A reprodução setorial da atual situação de fragilidade do aparelho de transações no país é evidenciada pela acentuada queda no volume de vendas domésticas, produção e exportações, no primeiro trimestre de 2015, em cotejo com o intervalo janeiro-março de 2014, apurada pela Associação Nacional dos Fabricantes de Veículos Automotores (Anfavea). A comercialização interna e a produção do ramo encolheram 17% e 16,2%, respectivamente, enquanto as vendas internacionais subiram 6,3%, influenciadas pela depreciação do real, especialmente no item ônibus (12%).

Para caminhões, constatou-se retração nas vendas domésticas, produção e exportações de 36,6%, 49,3% e 6,7%, respectivamente. Em máquinas agrícolas e rodoviárias, a contração foi de 20,3%, 22,1% e 27,8%, respectivamente, e o comércio interno e a produção de ônibus acusaram descida de 24,8% e 12%, respectivamente.

O enfraquecimento da fronteira externa está intimamente ligado à morosa recuperação das economias avançadas, depois da instabilidade de 2008, principalmente em um clima de saturação do mercado de veículos e de declínio das cotações internacionais das commodities, motivado pela desaceleração da demanda chinesa.

A depressão interna pode ser imputada à diminuição e o encarecimento dos financiamentos e ao colapso na confiança dos consumidores em relação à economia e à preservação do emprego e dos níveis de rendimentos, em circunstâncias de exaustão do poder de endividamento primário, ao lado da substancial diminuição do movimento de renovação do parque de caminhões e de máquinas e implementos agrícolas, diante do já mencionado decréscimo das cotações globais das commodities. Daí a marcha de elevação dos estoques, que saltaram de 329 mil unidades, em fevereiro de 2015, para 360,3 mil, em março de 2015, sendo a situação mais dramática nas concessionárias.

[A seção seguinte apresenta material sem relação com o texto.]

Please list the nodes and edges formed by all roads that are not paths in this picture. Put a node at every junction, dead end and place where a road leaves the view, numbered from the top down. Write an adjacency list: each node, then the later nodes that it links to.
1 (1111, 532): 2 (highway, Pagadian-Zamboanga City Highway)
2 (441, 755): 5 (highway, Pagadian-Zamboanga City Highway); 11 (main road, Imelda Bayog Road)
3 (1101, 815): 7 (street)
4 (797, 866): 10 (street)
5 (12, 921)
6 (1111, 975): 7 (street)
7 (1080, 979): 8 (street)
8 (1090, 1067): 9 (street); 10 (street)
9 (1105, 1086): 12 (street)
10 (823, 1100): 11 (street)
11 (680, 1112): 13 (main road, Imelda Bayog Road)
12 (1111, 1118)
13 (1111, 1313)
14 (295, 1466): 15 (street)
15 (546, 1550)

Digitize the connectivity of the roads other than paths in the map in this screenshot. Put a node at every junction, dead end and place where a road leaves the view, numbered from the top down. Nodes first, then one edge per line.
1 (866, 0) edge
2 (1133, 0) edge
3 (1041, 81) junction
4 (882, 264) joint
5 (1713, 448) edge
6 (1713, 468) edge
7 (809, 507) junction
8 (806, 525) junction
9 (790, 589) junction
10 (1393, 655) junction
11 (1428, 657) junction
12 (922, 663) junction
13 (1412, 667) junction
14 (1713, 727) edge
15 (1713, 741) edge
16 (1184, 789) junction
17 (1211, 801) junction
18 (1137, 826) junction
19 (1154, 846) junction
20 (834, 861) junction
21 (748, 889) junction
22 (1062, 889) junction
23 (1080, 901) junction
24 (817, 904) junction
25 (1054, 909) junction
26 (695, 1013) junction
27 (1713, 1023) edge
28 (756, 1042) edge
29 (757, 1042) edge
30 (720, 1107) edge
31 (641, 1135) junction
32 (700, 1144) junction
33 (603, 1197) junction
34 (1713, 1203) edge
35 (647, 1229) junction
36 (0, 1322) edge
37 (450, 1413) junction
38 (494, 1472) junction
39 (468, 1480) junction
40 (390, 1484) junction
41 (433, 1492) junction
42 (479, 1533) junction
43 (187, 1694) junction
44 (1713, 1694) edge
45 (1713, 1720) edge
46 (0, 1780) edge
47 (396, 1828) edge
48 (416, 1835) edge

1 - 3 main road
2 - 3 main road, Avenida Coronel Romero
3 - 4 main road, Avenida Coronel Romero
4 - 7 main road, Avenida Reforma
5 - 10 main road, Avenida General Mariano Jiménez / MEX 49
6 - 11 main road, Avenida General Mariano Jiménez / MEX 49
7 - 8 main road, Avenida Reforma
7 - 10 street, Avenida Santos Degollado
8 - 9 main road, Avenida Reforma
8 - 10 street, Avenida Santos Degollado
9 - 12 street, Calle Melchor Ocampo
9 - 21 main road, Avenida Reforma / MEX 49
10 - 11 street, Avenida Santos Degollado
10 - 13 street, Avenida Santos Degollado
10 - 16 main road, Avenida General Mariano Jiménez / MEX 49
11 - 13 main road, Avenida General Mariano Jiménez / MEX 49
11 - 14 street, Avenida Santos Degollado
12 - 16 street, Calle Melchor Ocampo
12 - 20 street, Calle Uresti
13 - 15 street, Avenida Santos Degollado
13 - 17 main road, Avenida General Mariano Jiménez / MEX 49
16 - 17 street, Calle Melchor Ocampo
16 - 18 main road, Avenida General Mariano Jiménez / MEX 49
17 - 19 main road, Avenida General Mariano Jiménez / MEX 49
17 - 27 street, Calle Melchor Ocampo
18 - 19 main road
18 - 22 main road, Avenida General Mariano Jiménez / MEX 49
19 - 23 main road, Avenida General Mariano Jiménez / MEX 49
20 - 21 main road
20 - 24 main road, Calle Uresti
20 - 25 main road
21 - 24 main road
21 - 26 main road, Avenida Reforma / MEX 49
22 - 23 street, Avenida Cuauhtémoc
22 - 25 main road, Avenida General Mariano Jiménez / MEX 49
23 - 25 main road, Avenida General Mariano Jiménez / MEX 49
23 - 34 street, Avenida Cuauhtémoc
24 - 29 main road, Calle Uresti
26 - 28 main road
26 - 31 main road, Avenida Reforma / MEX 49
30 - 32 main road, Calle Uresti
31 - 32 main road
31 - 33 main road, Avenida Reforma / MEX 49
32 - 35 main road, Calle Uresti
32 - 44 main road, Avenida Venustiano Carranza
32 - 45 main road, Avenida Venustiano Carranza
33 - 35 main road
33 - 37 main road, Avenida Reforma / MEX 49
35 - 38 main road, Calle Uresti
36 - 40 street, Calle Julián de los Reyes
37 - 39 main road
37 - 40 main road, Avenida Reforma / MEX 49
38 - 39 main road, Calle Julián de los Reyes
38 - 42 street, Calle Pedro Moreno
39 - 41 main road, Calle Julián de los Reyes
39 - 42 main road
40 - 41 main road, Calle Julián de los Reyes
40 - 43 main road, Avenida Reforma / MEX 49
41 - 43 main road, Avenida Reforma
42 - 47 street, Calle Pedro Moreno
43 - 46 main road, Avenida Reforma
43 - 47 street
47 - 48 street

Como consequência, o contingente ocupado no segmento recuou de 155,5 mil para 140,9 mil, em um ano findo em março de 2015, e projeta-se redução de 10% na produção de veículos em 2015, em confronto com 2014.

A propósito da compressão do rendimento real e do emprego e da impulsão dos passivos das famílias, os saques líquidos das cadernetas de poupança totalizaram R$ 18,5 bilhões nos primeiros três meses de 2015, o que corresponde a 3,5% do saldo de 31 de dezembro de 2014, configurando a maior retirada em duas décadas.

Na verdade, um ramo empresarial da relevância da indústria automobilística, por conta de seus enormes efeitos multiplicadores para frente e para trás no sistema econômico, deveria priorizar a busca de soluções estruturais para os embaraços denotados centrada essencialmente na adequação da curva de produtividade, focada na supremacia da eficiência incremental do capital sobre a preferência pela liquidez.

É razoável supor que as organizações estariam compensando as perdas operacionais, por meio de transações de tesouraria, propiciadas por polpudos ganhos obtidos na aplicação dos excedentes em papéis de dívida emitidos pelo governo e sustentados pela ciranda financeira. Sem contar a disponibilidade de capital de giro, traduzida na dilação do prazo de recolhimento do Imposto sobre Circulação de Mercadorias e Serviços (ICMS), concedida por todos os governos estaduais.

Até porque parece não pairar qualquer dúvida quanto ao erro crasso cometido pelas companhias, confortavelmente acomodadas sob o manto protetor das benesses oficiais, ao exagerarem no dimensionamento do potencial de absorção da demanda interna, caracterizada por enorme concentração de renda e ausência de mecanismos adequados para o financiamento de longo prazo do consumo de bens duráveis.

A falta do cobertor de inverno, representado pelos favores dos incentivos fiscais baseados nos cortes das alíquotas do Imposto sobre Produtos Industrializados (IPI), vigentes entre 2009 e 2014, exigirá a convivência do ramo, por razoável período de tempo, com um grau de capacidade ociosa não planejada acima de 50% do capital fixo.